BEGIN RECORDS SUPPLIED
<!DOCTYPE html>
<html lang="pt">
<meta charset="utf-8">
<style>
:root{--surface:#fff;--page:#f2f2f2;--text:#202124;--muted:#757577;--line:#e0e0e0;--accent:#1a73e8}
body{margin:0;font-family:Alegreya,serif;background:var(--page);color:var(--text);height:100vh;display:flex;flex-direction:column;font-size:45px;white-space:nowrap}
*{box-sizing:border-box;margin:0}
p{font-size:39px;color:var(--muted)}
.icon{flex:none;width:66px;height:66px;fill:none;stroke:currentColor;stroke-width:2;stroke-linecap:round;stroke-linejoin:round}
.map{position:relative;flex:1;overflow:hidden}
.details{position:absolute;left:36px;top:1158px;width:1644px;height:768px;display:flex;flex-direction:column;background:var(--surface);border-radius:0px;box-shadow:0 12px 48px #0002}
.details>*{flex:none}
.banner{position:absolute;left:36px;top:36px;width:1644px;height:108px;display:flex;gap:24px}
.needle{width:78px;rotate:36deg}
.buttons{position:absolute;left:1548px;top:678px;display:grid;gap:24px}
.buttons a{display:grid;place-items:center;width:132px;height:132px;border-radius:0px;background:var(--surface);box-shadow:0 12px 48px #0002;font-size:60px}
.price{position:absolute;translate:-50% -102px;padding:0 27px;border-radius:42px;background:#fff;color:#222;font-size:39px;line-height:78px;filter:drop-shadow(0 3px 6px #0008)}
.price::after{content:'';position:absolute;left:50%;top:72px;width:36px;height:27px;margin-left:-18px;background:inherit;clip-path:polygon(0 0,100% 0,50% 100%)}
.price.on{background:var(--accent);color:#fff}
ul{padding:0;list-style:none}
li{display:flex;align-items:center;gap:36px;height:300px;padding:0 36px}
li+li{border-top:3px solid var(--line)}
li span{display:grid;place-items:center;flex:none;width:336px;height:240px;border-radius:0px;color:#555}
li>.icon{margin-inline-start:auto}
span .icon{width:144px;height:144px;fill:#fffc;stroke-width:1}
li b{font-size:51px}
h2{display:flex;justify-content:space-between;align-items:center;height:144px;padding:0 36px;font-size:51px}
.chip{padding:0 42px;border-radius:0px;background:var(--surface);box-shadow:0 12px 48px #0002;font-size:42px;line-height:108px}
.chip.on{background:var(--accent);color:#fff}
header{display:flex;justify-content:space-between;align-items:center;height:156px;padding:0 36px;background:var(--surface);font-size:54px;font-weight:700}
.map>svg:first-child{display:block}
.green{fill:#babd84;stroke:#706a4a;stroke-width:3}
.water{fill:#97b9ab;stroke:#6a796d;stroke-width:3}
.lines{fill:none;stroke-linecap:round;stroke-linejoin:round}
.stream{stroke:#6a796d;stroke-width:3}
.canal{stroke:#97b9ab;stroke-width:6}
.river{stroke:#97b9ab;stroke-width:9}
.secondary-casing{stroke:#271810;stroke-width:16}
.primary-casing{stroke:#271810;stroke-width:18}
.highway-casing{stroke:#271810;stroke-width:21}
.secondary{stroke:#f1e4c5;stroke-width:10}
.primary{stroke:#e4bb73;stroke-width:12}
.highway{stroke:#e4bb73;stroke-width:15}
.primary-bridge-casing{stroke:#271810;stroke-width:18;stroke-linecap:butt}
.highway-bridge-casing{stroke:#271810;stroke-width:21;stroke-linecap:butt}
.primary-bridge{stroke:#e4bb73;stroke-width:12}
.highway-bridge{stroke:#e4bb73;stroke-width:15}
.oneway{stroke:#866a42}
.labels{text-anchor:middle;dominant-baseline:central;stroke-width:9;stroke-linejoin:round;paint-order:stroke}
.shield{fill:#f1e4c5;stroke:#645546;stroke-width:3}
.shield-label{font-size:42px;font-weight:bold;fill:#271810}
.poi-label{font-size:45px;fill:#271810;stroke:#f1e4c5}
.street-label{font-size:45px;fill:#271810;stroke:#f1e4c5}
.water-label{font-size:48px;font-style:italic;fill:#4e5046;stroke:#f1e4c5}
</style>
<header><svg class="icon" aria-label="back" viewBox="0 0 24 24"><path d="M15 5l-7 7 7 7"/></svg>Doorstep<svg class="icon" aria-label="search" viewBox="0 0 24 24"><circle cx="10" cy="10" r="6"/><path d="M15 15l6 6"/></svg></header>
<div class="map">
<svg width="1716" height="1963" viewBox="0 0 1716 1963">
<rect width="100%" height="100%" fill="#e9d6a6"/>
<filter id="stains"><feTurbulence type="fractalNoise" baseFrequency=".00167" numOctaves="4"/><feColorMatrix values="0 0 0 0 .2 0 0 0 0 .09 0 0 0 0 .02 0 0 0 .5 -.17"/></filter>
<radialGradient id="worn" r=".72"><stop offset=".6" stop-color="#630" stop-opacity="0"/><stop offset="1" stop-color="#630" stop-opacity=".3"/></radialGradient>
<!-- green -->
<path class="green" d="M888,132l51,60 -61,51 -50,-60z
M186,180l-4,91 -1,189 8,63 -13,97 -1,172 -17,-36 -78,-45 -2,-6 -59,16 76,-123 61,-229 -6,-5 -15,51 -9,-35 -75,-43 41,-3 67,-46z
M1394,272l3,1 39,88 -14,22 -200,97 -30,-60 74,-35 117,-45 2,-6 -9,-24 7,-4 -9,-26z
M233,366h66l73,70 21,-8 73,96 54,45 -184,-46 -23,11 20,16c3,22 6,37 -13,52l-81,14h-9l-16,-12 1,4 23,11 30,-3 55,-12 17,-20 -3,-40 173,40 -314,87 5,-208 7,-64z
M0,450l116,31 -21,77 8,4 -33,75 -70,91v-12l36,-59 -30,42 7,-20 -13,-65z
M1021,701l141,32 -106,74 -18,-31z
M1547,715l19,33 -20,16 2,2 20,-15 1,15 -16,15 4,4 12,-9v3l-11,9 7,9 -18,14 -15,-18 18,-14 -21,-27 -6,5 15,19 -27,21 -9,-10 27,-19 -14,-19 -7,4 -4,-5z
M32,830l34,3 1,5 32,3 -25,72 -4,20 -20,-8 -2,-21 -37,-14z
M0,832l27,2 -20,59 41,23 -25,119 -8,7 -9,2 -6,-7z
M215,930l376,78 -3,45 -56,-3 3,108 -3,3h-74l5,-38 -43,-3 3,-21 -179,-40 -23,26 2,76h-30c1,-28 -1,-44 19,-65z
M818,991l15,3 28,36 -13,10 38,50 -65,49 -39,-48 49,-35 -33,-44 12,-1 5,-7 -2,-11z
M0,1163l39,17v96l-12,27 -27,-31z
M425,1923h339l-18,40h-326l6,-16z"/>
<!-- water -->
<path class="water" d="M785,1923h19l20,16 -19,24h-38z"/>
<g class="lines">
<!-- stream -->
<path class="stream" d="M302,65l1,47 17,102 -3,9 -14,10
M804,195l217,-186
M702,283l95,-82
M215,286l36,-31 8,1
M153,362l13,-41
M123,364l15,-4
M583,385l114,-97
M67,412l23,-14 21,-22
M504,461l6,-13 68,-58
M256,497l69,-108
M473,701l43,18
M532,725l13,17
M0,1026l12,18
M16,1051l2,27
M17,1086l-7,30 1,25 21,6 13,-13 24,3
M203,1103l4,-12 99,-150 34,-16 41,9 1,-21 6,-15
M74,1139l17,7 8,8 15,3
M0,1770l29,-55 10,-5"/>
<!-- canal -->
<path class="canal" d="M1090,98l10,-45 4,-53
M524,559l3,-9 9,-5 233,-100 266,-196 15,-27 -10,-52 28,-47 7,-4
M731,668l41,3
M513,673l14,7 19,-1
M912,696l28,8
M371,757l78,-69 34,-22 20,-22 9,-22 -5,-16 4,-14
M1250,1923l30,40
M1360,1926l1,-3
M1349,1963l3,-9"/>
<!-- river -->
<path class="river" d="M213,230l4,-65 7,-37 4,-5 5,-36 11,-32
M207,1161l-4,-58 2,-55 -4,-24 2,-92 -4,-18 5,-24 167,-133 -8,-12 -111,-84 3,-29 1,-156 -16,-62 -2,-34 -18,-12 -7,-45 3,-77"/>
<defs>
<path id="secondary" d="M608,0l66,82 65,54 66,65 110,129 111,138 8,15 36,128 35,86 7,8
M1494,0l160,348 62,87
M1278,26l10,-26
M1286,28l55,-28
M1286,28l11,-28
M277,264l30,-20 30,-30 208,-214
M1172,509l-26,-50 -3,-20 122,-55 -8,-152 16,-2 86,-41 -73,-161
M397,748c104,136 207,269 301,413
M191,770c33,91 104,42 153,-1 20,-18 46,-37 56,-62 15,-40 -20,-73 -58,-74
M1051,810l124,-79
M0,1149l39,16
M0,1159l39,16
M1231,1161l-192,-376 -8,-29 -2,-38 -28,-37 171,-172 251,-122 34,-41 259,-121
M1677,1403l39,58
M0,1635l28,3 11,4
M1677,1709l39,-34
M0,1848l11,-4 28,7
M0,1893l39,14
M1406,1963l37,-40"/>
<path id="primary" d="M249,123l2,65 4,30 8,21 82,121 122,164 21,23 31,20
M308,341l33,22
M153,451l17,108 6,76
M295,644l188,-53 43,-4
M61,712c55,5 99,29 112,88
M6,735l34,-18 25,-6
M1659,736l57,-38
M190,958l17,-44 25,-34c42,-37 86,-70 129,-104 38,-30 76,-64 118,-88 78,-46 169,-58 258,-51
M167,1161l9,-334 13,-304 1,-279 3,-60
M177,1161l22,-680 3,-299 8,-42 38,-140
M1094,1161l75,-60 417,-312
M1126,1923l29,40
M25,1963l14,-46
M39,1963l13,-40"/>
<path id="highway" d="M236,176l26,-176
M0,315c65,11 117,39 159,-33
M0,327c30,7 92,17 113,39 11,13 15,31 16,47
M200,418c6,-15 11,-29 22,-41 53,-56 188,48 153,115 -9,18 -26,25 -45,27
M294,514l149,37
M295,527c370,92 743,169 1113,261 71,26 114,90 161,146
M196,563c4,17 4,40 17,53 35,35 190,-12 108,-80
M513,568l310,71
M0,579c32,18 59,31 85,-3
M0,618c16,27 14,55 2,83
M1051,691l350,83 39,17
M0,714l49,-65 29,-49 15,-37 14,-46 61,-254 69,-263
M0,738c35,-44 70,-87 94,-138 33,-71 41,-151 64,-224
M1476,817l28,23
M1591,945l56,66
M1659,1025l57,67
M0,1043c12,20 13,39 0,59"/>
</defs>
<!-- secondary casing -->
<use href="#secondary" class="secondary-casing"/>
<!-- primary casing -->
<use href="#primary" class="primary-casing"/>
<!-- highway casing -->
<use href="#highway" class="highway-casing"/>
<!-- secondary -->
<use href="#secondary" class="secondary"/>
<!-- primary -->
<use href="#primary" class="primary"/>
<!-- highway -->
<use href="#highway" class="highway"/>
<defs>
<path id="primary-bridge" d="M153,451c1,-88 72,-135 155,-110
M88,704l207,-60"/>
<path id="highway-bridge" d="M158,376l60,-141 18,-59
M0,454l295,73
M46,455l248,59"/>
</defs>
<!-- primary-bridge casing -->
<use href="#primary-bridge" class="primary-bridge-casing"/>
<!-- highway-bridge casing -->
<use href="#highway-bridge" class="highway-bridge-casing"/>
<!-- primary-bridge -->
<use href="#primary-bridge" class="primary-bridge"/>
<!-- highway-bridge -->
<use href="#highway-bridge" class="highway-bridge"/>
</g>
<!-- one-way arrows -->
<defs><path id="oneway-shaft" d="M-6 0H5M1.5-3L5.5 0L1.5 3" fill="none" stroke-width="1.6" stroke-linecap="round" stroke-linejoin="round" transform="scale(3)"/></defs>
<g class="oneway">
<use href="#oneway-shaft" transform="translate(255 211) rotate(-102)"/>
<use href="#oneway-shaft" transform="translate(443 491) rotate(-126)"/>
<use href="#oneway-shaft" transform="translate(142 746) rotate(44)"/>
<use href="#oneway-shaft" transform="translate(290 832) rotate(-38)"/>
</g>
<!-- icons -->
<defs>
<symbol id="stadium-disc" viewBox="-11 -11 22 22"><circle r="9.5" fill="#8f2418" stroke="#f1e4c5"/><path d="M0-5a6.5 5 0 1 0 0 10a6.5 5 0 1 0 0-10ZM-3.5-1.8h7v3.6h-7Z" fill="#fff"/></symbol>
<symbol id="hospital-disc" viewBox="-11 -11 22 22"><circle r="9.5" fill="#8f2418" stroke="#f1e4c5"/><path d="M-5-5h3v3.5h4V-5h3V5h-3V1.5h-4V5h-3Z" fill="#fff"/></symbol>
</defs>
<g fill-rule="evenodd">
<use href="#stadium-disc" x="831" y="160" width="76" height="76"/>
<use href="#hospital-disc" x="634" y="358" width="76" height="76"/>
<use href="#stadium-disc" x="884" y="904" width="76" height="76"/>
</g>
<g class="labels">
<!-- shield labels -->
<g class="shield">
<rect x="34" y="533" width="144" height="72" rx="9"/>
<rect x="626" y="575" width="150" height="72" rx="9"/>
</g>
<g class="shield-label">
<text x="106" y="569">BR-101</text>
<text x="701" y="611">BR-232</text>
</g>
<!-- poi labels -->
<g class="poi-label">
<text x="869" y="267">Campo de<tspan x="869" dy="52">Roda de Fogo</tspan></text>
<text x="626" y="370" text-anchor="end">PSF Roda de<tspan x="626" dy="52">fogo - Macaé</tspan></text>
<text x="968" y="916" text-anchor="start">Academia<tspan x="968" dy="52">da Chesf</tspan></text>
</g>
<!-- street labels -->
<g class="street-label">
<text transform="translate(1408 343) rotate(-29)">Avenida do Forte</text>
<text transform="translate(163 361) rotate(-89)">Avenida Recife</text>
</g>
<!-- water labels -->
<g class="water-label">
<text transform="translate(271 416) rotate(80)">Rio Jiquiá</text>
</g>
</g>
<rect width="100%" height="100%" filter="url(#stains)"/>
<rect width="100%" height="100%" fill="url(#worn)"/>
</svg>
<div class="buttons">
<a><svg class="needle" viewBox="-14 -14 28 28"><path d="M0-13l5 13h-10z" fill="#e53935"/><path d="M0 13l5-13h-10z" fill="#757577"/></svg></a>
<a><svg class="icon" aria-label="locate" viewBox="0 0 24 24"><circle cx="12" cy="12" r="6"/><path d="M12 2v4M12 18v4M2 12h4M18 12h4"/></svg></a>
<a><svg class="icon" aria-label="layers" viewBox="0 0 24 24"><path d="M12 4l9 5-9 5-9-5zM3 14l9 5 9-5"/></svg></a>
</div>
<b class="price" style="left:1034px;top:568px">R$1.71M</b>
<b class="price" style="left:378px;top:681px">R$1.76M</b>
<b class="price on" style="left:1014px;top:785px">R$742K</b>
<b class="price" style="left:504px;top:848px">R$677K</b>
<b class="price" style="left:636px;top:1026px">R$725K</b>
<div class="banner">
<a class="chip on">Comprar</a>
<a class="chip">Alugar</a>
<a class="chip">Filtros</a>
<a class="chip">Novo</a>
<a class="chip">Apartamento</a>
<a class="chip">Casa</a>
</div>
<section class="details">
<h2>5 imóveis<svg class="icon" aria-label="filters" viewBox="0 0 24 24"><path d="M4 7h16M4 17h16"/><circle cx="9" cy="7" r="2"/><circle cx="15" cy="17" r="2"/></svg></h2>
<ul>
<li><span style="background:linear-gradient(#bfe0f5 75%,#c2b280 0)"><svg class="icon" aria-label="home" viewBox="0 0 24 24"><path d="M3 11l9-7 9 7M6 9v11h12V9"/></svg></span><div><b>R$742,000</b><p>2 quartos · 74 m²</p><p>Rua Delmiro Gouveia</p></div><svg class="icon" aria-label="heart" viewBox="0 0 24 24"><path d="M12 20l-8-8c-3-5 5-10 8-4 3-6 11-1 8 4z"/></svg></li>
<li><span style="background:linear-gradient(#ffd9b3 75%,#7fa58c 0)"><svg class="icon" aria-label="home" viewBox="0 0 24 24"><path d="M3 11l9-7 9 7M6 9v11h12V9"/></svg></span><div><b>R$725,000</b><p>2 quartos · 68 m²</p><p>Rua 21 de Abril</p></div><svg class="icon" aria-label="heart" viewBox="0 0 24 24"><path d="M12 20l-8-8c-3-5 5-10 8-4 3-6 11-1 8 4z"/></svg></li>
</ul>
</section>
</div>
END RECORDS SUPPLIED
▶ TASK TO COMPLETE
What you give back should be only the lines of the records above, starting at the line with "0 0 0 0 .09" and ending at the line with "<!-- green -->", restated word for word.

▶ SOLUTION FOR THIS TASK
<filter id="stains"><feTurbulence type="fractalNoise" baseFrequency=".00167" numOctaves="4"/><feColorMatrix values="0 0 0 0 .2 0 0 0 0 .09 0 0 0 0 .02 0 0 0 .5 -.17"/></filter>
<radialGradient id="worn" r=".72"><stop offset=".6" stop-color="#630" stop-opacity="0"/><stop offset="1" stop-color="#630" stop-opacity=".3"/></radialGradient>
<!-- green -->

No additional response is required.